▶ _Dataset records_
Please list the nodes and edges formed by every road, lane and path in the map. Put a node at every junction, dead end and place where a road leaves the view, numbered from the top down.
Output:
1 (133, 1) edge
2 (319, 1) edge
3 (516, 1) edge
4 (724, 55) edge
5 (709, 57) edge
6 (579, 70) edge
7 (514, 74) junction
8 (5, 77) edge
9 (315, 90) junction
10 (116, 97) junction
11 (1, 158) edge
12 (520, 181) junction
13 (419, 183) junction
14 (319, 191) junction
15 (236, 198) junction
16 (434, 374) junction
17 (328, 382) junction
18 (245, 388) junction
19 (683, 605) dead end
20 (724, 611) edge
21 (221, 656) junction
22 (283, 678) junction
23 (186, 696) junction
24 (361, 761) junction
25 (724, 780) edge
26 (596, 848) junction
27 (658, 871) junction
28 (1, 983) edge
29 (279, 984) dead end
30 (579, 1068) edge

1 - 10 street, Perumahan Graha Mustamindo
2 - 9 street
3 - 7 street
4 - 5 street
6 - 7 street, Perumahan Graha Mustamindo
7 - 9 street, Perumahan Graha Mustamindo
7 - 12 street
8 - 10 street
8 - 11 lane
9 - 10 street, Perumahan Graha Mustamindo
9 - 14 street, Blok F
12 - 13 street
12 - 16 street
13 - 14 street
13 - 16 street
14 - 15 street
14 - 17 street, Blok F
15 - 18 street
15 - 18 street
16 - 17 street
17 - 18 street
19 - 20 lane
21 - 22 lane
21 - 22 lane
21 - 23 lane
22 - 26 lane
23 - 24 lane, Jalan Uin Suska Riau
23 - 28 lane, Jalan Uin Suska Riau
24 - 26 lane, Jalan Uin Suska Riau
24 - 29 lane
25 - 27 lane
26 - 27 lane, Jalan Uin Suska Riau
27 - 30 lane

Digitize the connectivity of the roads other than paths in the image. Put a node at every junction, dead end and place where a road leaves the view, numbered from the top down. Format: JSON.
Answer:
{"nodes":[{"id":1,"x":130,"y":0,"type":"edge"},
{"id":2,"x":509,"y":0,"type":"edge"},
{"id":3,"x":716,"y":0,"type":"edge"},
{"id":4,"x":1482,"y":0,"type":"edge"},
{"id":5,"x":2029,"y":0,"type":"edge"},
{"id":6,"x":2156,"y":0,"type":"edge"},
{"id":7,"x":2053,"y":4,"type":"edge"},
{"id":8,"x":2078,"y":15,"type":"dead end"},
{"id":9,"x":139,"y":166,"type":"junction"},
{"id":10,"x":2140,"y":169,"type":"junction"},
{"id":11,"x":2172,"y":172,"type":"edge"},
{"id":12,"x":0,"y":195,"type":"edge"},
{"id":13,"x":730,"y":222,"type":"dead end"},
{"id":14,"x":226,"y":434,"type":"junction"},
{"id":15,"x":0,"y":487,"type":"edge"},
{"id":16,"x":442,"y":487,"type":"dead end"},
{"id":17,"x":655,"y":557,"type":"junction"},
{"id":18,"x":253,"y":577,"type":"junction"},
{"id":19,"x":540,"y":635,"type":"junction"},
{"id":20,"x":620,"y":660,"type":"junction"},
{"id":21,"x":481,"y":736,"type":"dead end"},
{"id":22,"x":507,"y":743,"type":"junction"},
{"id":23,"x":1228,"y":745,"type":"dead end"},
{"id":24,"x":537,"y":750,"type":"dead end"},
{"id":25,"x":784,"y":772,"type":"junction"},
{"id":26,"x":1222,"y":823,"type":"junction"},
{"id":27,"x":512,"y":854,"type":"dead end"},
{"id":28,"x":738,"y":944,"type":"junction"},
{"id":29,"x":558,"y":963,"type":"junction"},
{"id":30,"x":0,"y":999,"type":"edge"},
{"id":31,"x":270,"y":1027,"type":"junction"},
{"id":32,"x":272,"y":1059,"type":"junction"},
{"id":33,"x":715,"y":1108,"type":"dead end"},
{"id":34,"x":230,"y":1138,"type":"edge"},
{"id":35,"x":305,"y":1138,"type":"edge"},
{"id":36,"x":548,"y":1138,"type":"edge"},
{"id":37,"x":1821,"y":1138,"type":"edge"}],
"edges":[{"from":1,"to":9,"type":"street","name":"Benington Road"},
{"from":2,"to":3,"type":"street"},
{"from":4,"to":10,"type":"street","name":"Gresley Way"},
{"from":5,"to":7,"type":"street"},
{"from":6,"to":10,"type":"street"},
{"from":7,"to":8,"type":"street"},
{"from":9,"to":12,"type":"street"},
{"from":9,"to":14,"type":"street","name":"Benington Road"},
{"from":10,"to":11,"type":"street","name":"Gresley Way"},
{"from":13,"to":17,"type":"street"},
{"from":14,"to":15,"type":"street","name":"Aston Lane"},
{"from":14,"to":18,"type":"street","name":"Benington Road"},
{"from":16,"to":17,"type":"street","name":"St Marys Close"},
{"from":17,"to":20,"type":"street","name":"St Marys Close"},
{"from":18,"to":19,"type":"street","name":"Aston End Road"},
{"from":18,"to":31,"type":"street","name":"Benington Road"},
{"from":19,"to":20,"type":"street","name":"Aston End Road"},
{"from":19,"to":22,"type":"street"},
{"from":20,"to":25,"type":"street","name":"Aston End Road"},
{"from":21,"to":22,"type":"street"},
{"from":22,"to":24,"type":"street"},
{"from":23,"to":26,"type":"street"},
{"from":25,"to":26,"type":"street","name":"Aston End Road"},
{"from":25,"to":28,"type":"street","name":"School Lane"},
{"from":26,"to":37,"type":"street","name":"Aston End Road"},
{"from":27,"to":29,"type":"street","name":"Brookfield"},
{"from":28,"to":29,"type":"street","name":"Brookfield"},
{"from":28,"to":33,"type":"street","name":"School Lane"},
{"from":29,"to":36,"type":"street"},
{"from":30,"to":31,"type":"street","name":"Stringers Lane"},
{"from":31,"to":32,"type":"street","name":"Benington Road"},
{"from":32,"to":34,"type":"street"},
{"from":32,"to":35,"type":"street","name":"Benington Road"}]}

▶ _Exercise_
Transcribe each line above exactly; skip none.

▶ _Answer section_
Please list the nodes and edges formed by every road, lane and path in the map. Put a node at every junction, dead end and place where a road leaves the view, numbered from the top down.
Output:
1 (133, 1) edge
2 (319, 1) edge
3 (516, 1) edge
4 (724, 55) edge
5 (709, 57) edge
6 (579, 70) edge
7 (514, 74) junction
8 (5, 77) edge
9 (315, 90) junction
10 (116, 97) junction
11 (1, 158) edge
12 (520, 181) junction
13 (419, 183) junction
14 (319, 191) junction
15 (236, 198) junction
16 (434, 374) junction
17 (328, 382) junction
18 (245, 388) junction
19 (683, 605) dead end
20 (724, 611) edge
21 (221, 656) junction
22 (283, 678) junction
23 (186, 696) junction
24 (361, 761) junction
25 (724, 780) edge
26 (596, 848) junction
27 (658, 871) junction
28 (1, 983) edge
29 (279, 984) dead end
30 (579, 1068) edge

1 - 10 street, Perumahan Graha Mustamindo
2 - 9 street
3 - 7 street
4 - 5 street
6 - 7 street, Perumahan Graha Mustamindo
7 - 9 street, Perumahan Graha Mustamindo
7 - 12 street
8 - 10 street
8 - 11 lane
9 - 10 street, Perumahan Graha Mustamindo
9 - 14 street, Blok F
12 - 13 street
12 - 16 street
13 - 14 street
13 - 16 street
14 - 15 street
14 - 17 street, Blok F
15 - 18 street
15 - 18 street
16 - 17 street
17 - 18 street
19 - 20 lane
21 - 22 lane
21 - 22 lane
21 - 23 lane
22 - 26 lane
23 - 24 lane, Jalan Uin Suska Riau
23 - 28 lane, Jalan Uin Suska Riau
24 - 26 lane, Jalan Uin Suska Riau
24 - 29 lane
25 - 27 lane
26 - 27 lane, Jalan Uin Suska Riau
27 - 30 lane

Digitize the connectivity of the roads other than paths in the image. Put a node at every junction, dead end and place where a road leaves the view, numbered from the top down. Format: JSON.
Answer:
{"nodes":[{"id":1,"x":130,"y":0,"type":"edge"},
{"id":2,"x":509,"y":0,"type":"edge"},
{"id":3,"x":716,"y":0,"type":"edge"},
{"id":4,"x":1482,"y":0,"type":"edge"},
{"id":5,"x":2029,"y":0,"type":"edge"},
{"id":6,"x":2156,"y":0,"type":"edge"},
{"id":7,"x":2053,"y":4,"type":"edge"},
{"id":8,"x":2078,"y":15,"type":"dead end"},
{"id":9,"x":139,"y":166,"type":"junction"},
{"id":10,"x":2140,"y":169,"type":"junction"},
{"id":11,"x":2172,"y":172,"type":"edge"},
{"id":12,"x":0,"y":195,"type":"edge"},
{"id":13,"x":730,"y":222,"type":"dead end"},
{"id":14,"x":226,"y":434,"type":"junction"},
{"id":15,"x":0,"y":487,"type":"edge"},
{"id":16,"x":442,"y":487,"type":"dead end"},
{"id":17,"x":655,"y":557,"type":"junction"},
{"id":18,"x":253,"y":577,"type":"junction"},
{"id":19,"x":540,"y":635,"type":"junction"},
{"id":20,"x":620,"y":660,"type":"junction"},
{"id":21,"x":481,"y":736,"type":"dead end"},
{"id":22,"x":507,"y":743,"type":"junction"},
{"id":23,"x":1228,"y":745,"type":"dead end"},
{"id":24,"x":537,"y":750,"type":"dead end"},
{"id":25,"x":784,"y":772,"type":"junction"},
{"id":26,"x":1222,"y":823,"type":"junction"},
{"id":27,"x":512,"y":854,"type":"dead end"},
{"id":28,"x":738,"y":944,"type":"junction"},
{"id":29,"x":558,"y":963,"type":"junction"},
{"id":30,"x":0,"y":999,"type":"edge"},
{"id":31,"x":270,"y":1027,"type":"junction"},
{"id":32,"x":272,"y":1059,"type":"junction"},
{"id":33,"x":715,"y":1108,"type":"dead end"},
{"id":34,"x":230,"y":1138,"type":"edge"},
{"id":35,"x":305,"y":1138,"type":"edge"},
{"id":36,"x":548,"y":1138,"type":"edge"},
{"id":37,"x":1821,"y":1138,"type":"edge"}],
"edges":[{"from":1,"to":9,"type":"street","name":"Benington Road"},
{"from":2,"to":3,"type":"street"},
{"from":4,"to":10,"type":"street","name":"Gresley Way"},
{"from":5,"to":7,"type":"street"},
{"from":6,"to":10,"type":"street"},
{"from":7,"to":8,"type":"street"},
{"from":9,"to":12,"type":"street"},
{"from":9,"to":14,"type":"street","name":"Benington Road"},
{"from":10,"to":11,"type":"street","name":"Gresley Way"},
{"from":13,"to":17,"type":"street"},
{"from":14,"to":15,"type":"street","name":"Aston Lane"},
{"from":14,"to":18,"type":"street","name":"Benington Road"},
{"from":16,"to":17,"type":"street","name":"St Marys Close"},
{"from":17,"to":20,"type":"street","name":"St Marys Close"},
{"from":18,"to":19,"type":"street","name":"Aston End Road"},
{"from":18,"to":31,"type":"street","name":"Benington Road"},
{"from":19,"to":20,"type":"street","name":"Aston End Road"},
{"from":19,"to":22,"type":"street"},
{"from":20,"to":25,"type":"street","name":"Aston End Road"},
{"from":21,"to":22,"type":"street"},
{"from":22,"to":24,"type":"street"},
{"from":23,"to":26,"type":"street"},
{"from":25,"to":26,"type":"street","name":"Aston End Road"},
{"from":25,"to":28,"type":"street","name":"School Lane"},
{"from":26,"to":37,"type":"street","name":"Aston End Road"},
{"from":27,"to":29,"type":"street","name":"Brookfield"},
{"from":28,"to":29,"type":"street","name":"Brookfield"},
{"from":28,"to":33,"type":"street","name":"School Lane"},
{"from":29,"to":36,"type":"street"},
{"from":30,"to":31,"type":"street","name":"Stringers Lane"},
{"from":31,"to":32,"type":"street","name":"Benington Road"},
{"from":32,"to":34,"type":"street"},
{"from":32,"to":35,"type":"street","name":"Benington Road"}]}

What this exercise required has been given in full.